• _WHAT NEEDS TO BE DONE_:
Only the lines from the line containing "Trace the roads" to the end of the entries should be repeated, exactly as they appear.

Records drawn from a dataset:
Start of Block

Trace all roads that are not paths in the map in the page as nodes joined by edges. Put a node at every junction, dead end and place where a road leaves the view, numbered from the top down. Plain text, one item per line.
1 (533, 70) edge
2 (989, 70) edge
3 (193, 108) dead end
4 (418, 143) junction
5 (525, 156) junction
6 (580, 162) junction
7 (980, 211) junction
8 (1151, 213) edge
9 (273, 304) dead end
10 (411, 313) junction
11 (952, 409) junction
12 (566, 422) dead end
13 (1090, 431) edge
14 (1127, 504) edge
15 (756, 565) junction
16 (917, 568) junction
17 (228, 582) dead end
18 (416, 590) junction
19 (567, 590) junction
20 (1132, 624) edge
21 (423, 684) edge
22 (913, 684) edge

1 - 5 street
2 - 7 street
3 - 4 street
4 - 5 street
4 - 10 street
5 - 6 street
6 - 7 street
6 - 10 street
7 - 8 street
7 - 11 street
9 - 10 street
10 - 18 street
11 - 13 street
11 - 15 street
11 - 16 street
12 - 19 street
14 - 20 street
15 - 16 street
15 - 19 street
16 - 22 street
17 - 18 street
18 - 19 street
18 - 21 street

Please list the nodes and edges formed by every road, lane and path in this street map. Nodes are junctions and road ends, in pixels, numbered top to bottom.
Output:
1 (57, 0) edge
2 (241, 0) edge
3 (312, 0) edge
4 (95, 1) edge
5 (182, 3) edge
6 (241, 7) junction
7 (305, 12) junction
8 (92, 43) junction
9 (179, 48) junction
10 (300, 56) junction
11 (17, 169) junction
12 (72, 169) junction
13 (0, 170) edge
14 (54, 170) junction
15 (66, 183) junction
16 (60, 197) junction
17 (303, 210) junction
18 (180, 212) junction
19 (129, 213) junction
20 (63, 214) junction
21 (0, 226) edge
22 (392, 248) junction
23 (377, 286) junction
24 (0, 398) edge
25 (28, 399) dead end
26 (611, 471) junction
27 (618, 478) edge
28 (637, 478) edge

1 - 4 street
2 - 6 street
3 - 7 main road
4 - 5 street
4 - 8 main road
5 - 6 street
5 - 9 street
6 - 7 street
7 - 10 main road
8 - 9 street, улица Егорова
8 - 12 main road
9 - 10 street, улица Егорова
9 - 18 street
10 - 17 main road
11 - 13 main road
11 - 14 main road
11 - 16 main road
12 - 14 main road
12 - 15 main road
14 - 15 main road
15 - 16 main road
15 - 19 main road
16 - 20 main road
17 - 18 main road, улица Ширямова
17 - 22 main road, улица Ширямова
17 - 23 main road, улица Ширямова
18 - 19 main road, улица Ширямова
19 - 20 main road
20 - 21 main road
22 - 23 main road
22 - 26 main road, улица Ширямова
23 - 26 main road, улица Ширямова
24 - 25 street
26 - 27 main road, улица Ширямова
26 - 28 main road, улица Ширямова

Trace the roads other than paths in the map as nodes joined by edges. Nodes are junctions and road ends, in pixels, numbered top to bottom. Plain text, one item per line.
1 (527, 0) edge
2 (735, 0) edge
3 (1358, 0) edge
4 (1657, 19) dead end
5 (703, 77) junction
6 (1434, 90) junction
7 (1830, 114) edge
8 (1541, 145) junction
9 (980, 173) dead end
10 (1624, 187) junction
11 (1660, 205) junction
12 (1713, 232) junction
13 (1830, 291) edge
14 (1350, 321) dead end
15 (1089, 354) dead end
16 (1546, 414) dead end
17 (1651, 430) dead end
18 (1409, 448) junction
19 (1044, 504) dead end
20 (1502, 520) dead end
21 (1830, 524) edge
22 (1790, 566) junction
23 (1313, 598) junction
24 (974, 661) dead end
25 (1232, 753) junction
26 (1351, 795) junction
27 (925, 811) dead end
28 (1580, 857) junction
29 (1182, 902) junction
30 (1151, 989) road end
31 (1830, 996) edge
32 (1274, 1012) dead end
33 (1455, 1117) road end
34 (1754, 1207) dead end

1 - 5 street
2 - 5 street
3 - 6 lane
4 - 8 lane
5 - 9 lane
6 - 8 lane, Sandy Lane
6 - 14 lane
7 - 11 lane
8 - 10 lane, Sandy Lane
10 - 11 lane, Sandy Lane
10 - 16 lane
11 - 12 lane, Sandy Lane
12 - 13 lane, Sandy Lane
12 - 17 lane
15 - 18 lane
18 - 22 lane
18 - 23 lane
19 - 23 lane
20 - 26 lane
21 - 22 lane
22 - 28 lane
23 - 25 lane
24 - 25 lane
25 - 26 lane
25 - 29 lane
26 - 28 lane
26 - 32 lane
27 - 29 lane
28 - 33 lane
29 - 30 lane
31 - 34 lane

End of Block

• _WRITTEN ANSWER_:
Trace the roads other than paths in the map as nodes joined by edges. Nodes are junctions and road ends, in pixels, numbered top to bottom. Plain text, one item per line.
1 (527, 0) edge
2 (735, 0) edge
3 (1358, 0) edge
4 (1657, 19) dead end
5 (703, 77) junction
6 (1434, 90) junction
7 (1830, 114) edge
8 (1541, 145) junction
9 (980, 173) dead end
10 (1624, 187) junction
11 (1660, 205) junction
12 (1713, 232) junction
13 (1830, 291) edge
14 (1350, 321) dead end
15 (1089, 354) dead end
16 (1546, 414) dead end
17 (1651, 430) dead end
18 (1409, 448) junction
19 (1044, 504) dead end
20 (1502, 520) dead end
21 (1830, 524) edge
22 (1790, 566) junction
23 (1313, 598) junction
24 (974, 661) dead end
25 (1232, 753) junction
26 (1351, 795) junction
27 (925, 811) dead end
28 (1580, 857) junction
29 (1182, 902) junction
30 (1151, 989) road end
31 (1830, 996) edge
32 (1274, 1012) dead end
33 (1455, 1117) road end
34 (1754, 1207) dead end

1 - 5 street
2 - 5 street
3 - 6 lane
4 - 8 lane
5 - 9 lane
6 - 8 lane, Sandy Lane
6 - 14 lane
7 - 11 lane
8 - 10 lane, Sandy Lane
10 - 11 lane, Sandy Lane
10 - 16 lane
11 - 12 lane, Sandy Lane
12 - 13 lane, Sandy Lane
12 - 17 lane
15 - 18 lane
18 - 22 lane
18 - 23 lane
19 - 23 lane
20 - 26 lane
21 - 22 lane
22 - 28 lane
23 - 25 lane
24 - 25 lane
25 - 26 lane
25 - 29 lane
26 - 28 lane
26 - 32 lane
27 - 29 lane
28 - 33 lane
29 - 30 lane
31 - 34 lane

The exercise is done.